• _About this exercise_
Set down exactly the lines from the first line of the records through the line that contains "Please list the", and leave every picture out.
------------------------------------------------------------
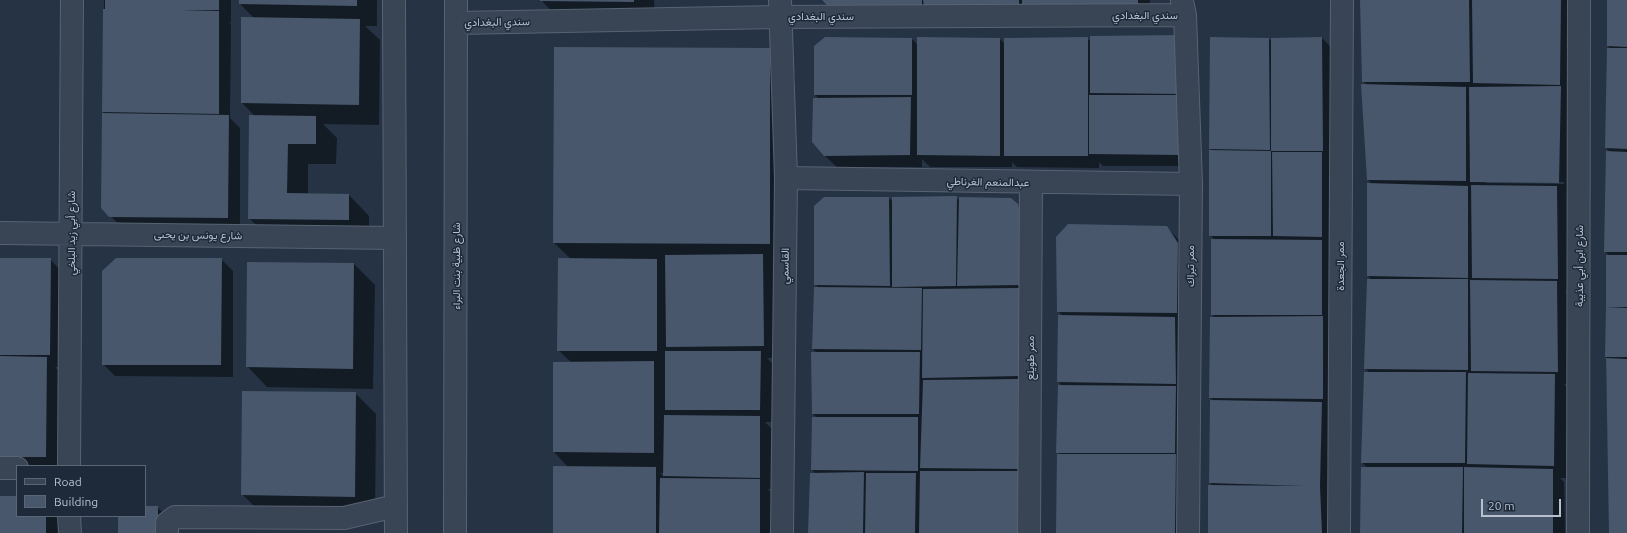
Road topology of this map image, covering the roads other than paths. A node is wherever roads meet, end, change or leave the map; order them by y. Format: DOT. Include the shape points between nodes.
graph roads {
  1 [pos="72,0"];
  2 [pos="394,0"];
  3 [pos="456,0"];
  4 [pos="1342,0"];
  5 [pos="1579,0"];
  6 [pos="1184,7"];
  7 [pos="780,8"];
  8 [pos="457,23"];
  9 [pos="786,178"];
  10 [pos="1031,182"];
  11 [pos="1190,184"];
  12 [pos="0,234"];
  13 [pos="72,234"];
  14 [pos="395,238"];
  15 [pos="69,465"];
  16 [pos="0,468"];
  17 [pos="16,468"];
  18 [pos="396,506"];
  19 [pos="69,517"];
  20 [pos="344,526"];
  21 [pos="70,533"];
  22 [pos="167,533"];
  23 [pos="396,533"];
  24 [pos="454,533"];
  25 [pos="782,533"];
  26 [pos="1029,533"];
  27 [pos="1188,533"];
  28 [pos="1339,533"];
  29 [pos="1578,533"];
  1 -- 13 [label="street, شارع أبي زيد البلخي"];
  2 -- 14 [label="street"];
  3 -- 8 [label="street, شارع ظبية بنت البراء"];
  4 -- 28 [label="street, ممر الجعدة"];
  5 -- 29 [label="street, شارع ابن أبي عذيبة"];
  6 -- 7 [label="street, سندي البغدادي"];
  6 -- 11 [label="street, ممر تبراك"];
  7 -- 8 [label="street, سندي البغدادي"];
  7 -- 9 [label="street, القاسمي"];
  8 -- 24 [label="street, شارع ظبية بنت البراء"];
  9 -- 10 [label="street, عبدالمنعم الغرناطي"];
  9 -- 25 [label="street, القاسمي"];
  10 -- 11 [label="street, عبدالمنعم الغرناطي"];
  10 -- 26 [label="street, ممر طويلع"];
  11 -- 27 [label="street, ممر تبراك"];
  12 -- 13 [label="street, شارع يونس بن يحىى"];
  13 -- 14 [label="street, شارع يونس بن يحىى"];
  13 -- 15 [label="street, شارع أبي زيد البلخي"];
  14 -- 18 [label="street"];
  16 -- 17 [label="street"];
  18 -- 20 [label="street"];
  18 -- 23 [label="street"];
  19 -- 21 [label="street"];
  20 -- 22 [label="street" via="174,517 167,523"];
}
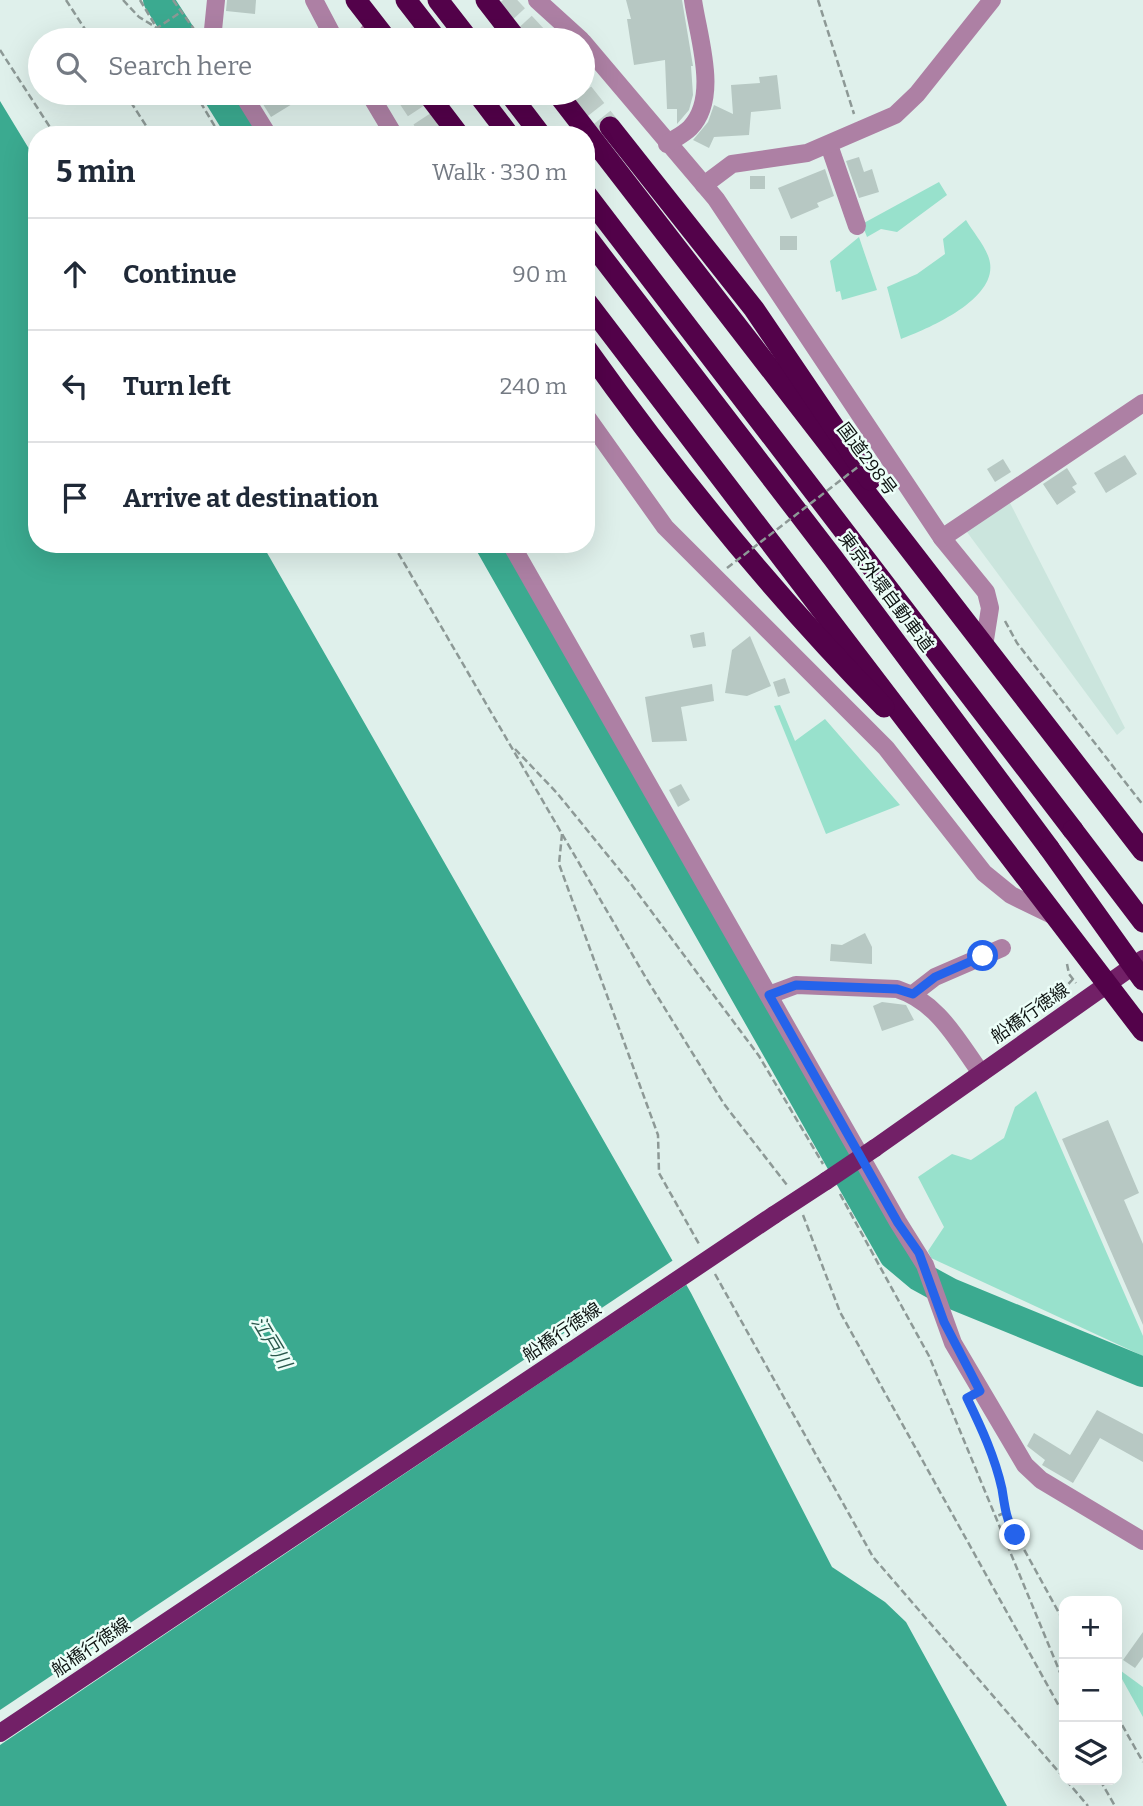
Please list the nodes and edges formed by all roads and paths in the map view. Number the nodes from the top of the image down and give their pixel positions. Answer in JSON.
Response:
{"nodes":[{"id":1,"x":66,"y":0,"type":"edge"},
{"id":2,"x":123,"y":0,"type":"edge"},
{"id":3,"x":140,"y":0,"type":"edge"},
{"id":4,"x":173,"y":0,"type":"edge"},
{"id":5,"x":216,"y":0,"type":"edge"},
{"id":6,"x":314,"y":0,"type":"edge"},
{"id":7,"x":356,"y":0,"type":"edge"},
{"id":8,"x":406,"y":0,"type":"edge"},
{"id":9,"x":438,"y":0,"type":"edge"},
{"id":10,"x":486,"y":0,"type":"edge"},
{"id":11,"x":537,"y":0,"type":"edge"},
{"id":12,"x":693,"y":0,"type":"edge"},
{"id":13,"x":818,"y":0,"type":"edge"},
{"id":14,"x":992,"y":0,"type":"edge"},
{"id":15,"x":181,"y":12,"type":"junction"},
{"id":16,"x":84,"y":28,"type":"edge"},
{"id":17,"x":157,"y":28,"type":"junction"},
{"id":18,"x":193,"y":28,"type":"edge"},
{"id":19,"x":213,"y":28,"type":"edge"},
{"id":20,"x":329,"y":28,"type":"edge"},
{"id":21,"x":371,"y":28,"type":"edge"},
{"id":22,"x":428,"y":28,"type":"edge"},
{"id":23,"x":459,"y":28,"type":"edge"},
{"id":24,"x":508,"y":28,"type":"edge"},
{"id":25,"x":568,"y":28,"type":"edge"},
{"id":26,"x":0,"y":50,"type":"edge"},
{"id":27,"x":595,"y":57,"type":"edge"},
{"id":28,"x":28,"y":93,"type":"edge"},
{"id":29,"x":36,"y":105,"type":"edge"},
{"id":30,"x":133,"y":105,"type":"edge"},
{"id":31,"x":202,"y":105,"type":"edge"},
{"id":32,"x":249,"y":105,"type":"edge"},
{"id":33,"x":376,"y":105,"type":"edge"},
{"id":34,"x":436,"y":105,"type":"edge"},
{"id":35,"x":486,"y":105,"type":"edge"},
{"id":36,"x":518,"y":105,"type":"edge"},
{"id":37,"x":566,"y":105,"type":"edge"},
{"id":38,"x":49,"y":126,"type":"edge"},
{"id":39,"x":146,"y":126,"type":"edge"},
{"id":40,"x":215,"y":126,"type":"edge"},
{"id":41,"x":262,"y":126,"type":"edge"},
{"id":42,"x":389,"y":126,"type":"edge"},
{"id":43,"x":452,"y":126,"type":"edge"},
{"id":44,"x":502,"y":126,"type":"edge"},
{"id":45,"x":534,"y":126,"type":"edge"},
{"id":46,"x":582,"y":126,"type":"edge"},
{"id":47,"x":610,"y":127,"type":"tunnel mouth"},
{"id":48,"x":860,"y":132,"type":"junction"},
{"id":49,"x":595,"y":143,"type":"tunnel mouth"},
{"id":50,"x":667,"y":144,"type":"junction"},
{"id":51,"x":829,"y":145,"type":"junction"},
{"id":52,"x":704,"y":185,"type":"junction"},
{"id":53,"x":595,"y":206,"type":"edge"},
{"id":54,"x":857,"y":226,"type":"dead end"},
{"id":55,"x":595,"y":248,"type":"edge"},
{"id":56,"x":595,"y":313,"type":"edge"},
{"id":57,"x":595,"y":361,"type":"edge"},
{"id":58,"x":1143,"y":403,"type":"edge"},
{"id":59,"x":595,"y":429,"type":"edge"},
{"id":60,"x":872,"y":456,"type":"dead end"},
{"id":61,"x":942,"y":538,"type":"junction"},
{"id":62,"x":398,"y":553,"type":"edge"},
{"id":63,"x":516,"y":553,"type":"edge"},
{"id":64,"x":727,"y":568,"type":"dead end"},
{"id":65,"x":924,"y":572,"type":"junction"},
{"id":66,"x":984,"y":646,"type":"junction"},
{"id":67,"x":510,"y":744,"type":"junction"},
{"id":68,"x":944,"y":768,"type":"junction"},
{"id":69,"x":562,"y":834,"type":"junction"},
{"id":70,"x":1143,"y":851,"type":"edge"},
{"id":71,"x":1060,"y":920,"type":"junction"},
{"id":72,"x":1143,"y":922,"type":"edge"},
{"id":73,"x":1002,"y":948,"type":"dead end"},
{"id":74,"x":1143,"y":959,"type":"edge"},
{"id":75,"x":1069,"y":974,"type":"dead end"},
{"id":76,"x":1143,"y":980,"type":"edge"},
{"id":77,"x":1077,"y":984,"type":"dead end"},
{"id":78,"x":1108,"y":984,"type":"junction"},
{"id":79,"x":913,"y":994,"type":"junction"},
{"id":80,"x":769,"y":995,"type":"junction"},
{"id":81,"x":1143,"y":1031,"type":"edge"},
{"id":82,"x":981,"y":1073,"type":"junction"},
{"id":83,"x":830,"y":1181,"type":"junction"},
{"id":84,"x":796,"y":1201,"type":"junction"},
{"id":85,"x":699,"y":1245,"type":"dead end"},
{"id":86,"x":712,"y":1269,"type":"dead end"},
{"id":87,"x":983,"y":1429,"type":"dead end"},
{"id":88,"x":1004,"y":1514,"type":"junction"},
{"id":89,"x":995,"y":1517,"type":"junction"},
{"id":90,"x":1143,"y":1541,"type":"edge"},
{"id":91,"x":1059,"y":1613,"type":"edge"},
{"id":92,"x":1059,"y":1670,"type":"edge"},
{"id":93,"x":1059,"y":1706,"type":"edge"},
{"id":94,"x":1120,"y":1722,"type":"edge"},
{"id":95,"x":0,"y":1733,"type":"edge"},
{"id":96,"x":1143,"y":1762,"type":"edge"},
{"id":97,"x":1059,"y":1772,"type":"edge"},
{"id":98,"x":1070,"y":1785,"type":"edge"},
{"id":99,"x":1103,"y":1785,"type":"edge"},
{"id":100,"x":1088,"y":1806,"type":"edge"},
{"id":101,"x":1115,"y":1806,"type":"edge"}],
"edges":[{"from":1,"to":16,"type":"path"},
{"from":2,"to":17,"type":"path"},
{"from":3,"to":17,"type":"path"},
{"from":4,"to":15,"type":"path"},
{"from":5,"to":19,"type":"street"},
{"from":6,"to":20,"type":"street"},
{"from":7,"to":21,"type":"highway"},
{"from":8,"to":22,"type":"highway"},
{"from":9,"to":23,"type":"highway"},
{"from":10,"to":24,"type":"highway"},
{"from":11,"to":25,"type":"street"},
{"from":12,"to":50,"type":"street"},
{"from":13,"to":48,"type":"path"},
{"from":14,"to":48,"type":"street"},
{"from":15,"to":17,"type":"path"},
{"from":15,"to":18,"type":"path"},
{"from":26,"to":28,"type":"path"},
{"from":27,"to":50,"type":"street"},
{"from":29,"to":38,"type":"path"},
{"from":30,"to":39,"type":"path"},
{"from":31,"to":40,"type":"path"},
{"from":32,"to":41,"type":"street"},
{"from":33,"to":42,"type":"street"},
{"from":34,"to":43,"type":"highway"},
{"from":35,"to":44,"type":"highway"},
{"from":36,"to":45,"type":"highway"},
{"from":37,"to":46,"type":"highway","name":"国道298号"},
{"from":47,"to":65,"type":"highway"},
{"from":48,"to":51,"type":"street"},
{"from":49,"to":65,"type":"highway","name":"国道298号"},
{"from":50,"to":52,"type":"street"},
{"from":51,"to":52,"type":"street"},
{"from":51,"to":54,"type":"street"},
{"from":52,"to":61,"type":"street"},
{"from":53,"to":72,"type":"highway","name":"東京外環自動車道","bridge":true},
{"from":55,"to":76,"type":"highway","name":"東京外環自動車道","bridge":true},
{"from":56,"to":68,"type":"highway"},
{"from":57,"to":68,"type":"highway"},
{"from":58,"to":61,"type":"street"},
{"from":59,"to":71,"type":"street"},
{"from":60,"to":64,"type":"path","bridge":true},
{"from":61,"to":66,"type":"street"},
{"from":62,"to":67,"type":"path"},
{"from":63,"to":80,"type":"street"},
{"from":65,"to":66,"type":"highway","name":"国道298号"},
{"from":66,"to":70,"type":"highway","name":"国道298号"},
{"from":67,"to":69,"type":"path"},
{"from":67,"to":83,"type":"path"},
{"from":68,"to":71,"type":"highway"},
{"from":69,"to":84,"type":"path"},
{"from":69,"to":85,"type":"path"},
{"from":71,"to":78,"type":"highway"},
{"from":73,"to":79,"type":"street"},
{"from":74,"to":78,"type":"main road","name":"船橋行徳線"},
{"from":75,"to":77,"type":"path"},
{"from":78,"to":81,"type":"highway"},
{"from":78,"to":82,"type":"main road","name":"船橋行徳線"},
{"from":79,"to":80,"type":"street"},
{"from":79,"to":82,"type":"street"},
{"from":80,"to":90,"type":"street"},
{"from":82,"to":83,"type":"main road","name":"船橋行徳線","bridge":true},
{"from":83,"to":84,"type":"main road","name":"船橋行徳線"},
{"from":83,"to":89,"type":"path"},
{"from":84,"to":93,"type":"path"},
{"from":84,"to":95,"type":"main road","name":"船橋行徳線","bridge":true},
{"from":86,"to":97,"type":"path"},
{"from":87,"to":88,"type":"path"},
{"from":88,"to":89,"type":"path"},
{"from":88,"to":91,"type":"path"},
{"from":89,"to":92,"type":"path"},
{"from":94,"to":96,"type":"path"},
{"from":98,"to":100,"type":"path"},
{"from":99,"to":101,"type":"path"}]}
------------------------------------------------------------
• _Response to the exercise_
Road topology of this map image, covering the roads other than paths. A node is wherever roads meet, end, change or leave the map; order them by y. Format: DOT. Include the shape points between nodes.
graph roads {
  1 [pos="72,0"];
  2 [pos="394,0"];
  3 [pos="456,0"];
  4 [pos="1342,0"];
  5 [pos="1579,0"];
  6 [pos="1184,7"];
  7 [pos="780,8"];
  8 [pos="457,23"];
  9 [pos="786,178"];
  10 [pos="1031,182"];
  11 [pos="1190,184"];
  12 [pos="0,234"];
  13 [pos="72,234"];
  14 [pos="395,238"];
  15 [pos="69,465"];
  16 [pos="0,468"];
  17 [pos="16,468"];
  18 [pos="396,506"];
  19 [pos="69,517"];
  20 [pos="344,526"];
  21 [pos="70,533"];
  22 [pos="167,533"];
  23 [pos="396,533"];
  24 [pos="454,533"];
  25 [pos="782,533"];
  26 [pos="1029,533"];
  27 [pos="1188,533"];
  28 [pos="1339,533"];
  29 [pos="1578,533"];
  1 -- 13 [label="street, شارع أبي زيد البلخي"];
  2 -- 14 [label="street"];
  3 -- 8 [label="street, شارع ظبية بنت البراء"];
  4 -- 28 [label="street, ممر الجعدة"];
  5 -- 29 [label="street, شارع ابن أبي عذيبة"];
  6 -- 7 [label="street, سندي البغدادي"];
  6 -- 11 [label="street, ممر تبراك"];
  7 -- 8 [label="street, سندي البغدادي"];
  7 -- 9 [label="street, القاسمي"];
  8 -- 24 [label="street, شارع ظبية بنت البراء"];
  9 -- 10 [label="street, عبدالمنعم الغرناطي"];
  9 -- 25 [label="street, القاسمي"];
  10 -- 11 [label="street, عبدالمنعم الغرناطي"];
  10 -- 26 [label="street, ممر طويلع"];
  11 -- 27 [label="street, ممر تبراك"];
  12 -- 13 [label="street, شارع يونس بن يحىى"];
  13 -- 14 [label="street, شارع يونس بن يحىى"];
  13 -- 15 [label="street, شارع أبي زيد البلخي"];
  14 -- 18 [label="street"];
  16 -- 17 [label="street"];
  18 -- 20 [label="street"];
  18 -- 23 [label="street"];
  19 -- 21 [label="street"];
  20 -- 22 [label="street" via="174,517 167,523"];
}
Please list the nodes and edges formed by all roads and paths in the map view. Number the nodes from the top of the image down and give their pixel positions. Answer in JSON.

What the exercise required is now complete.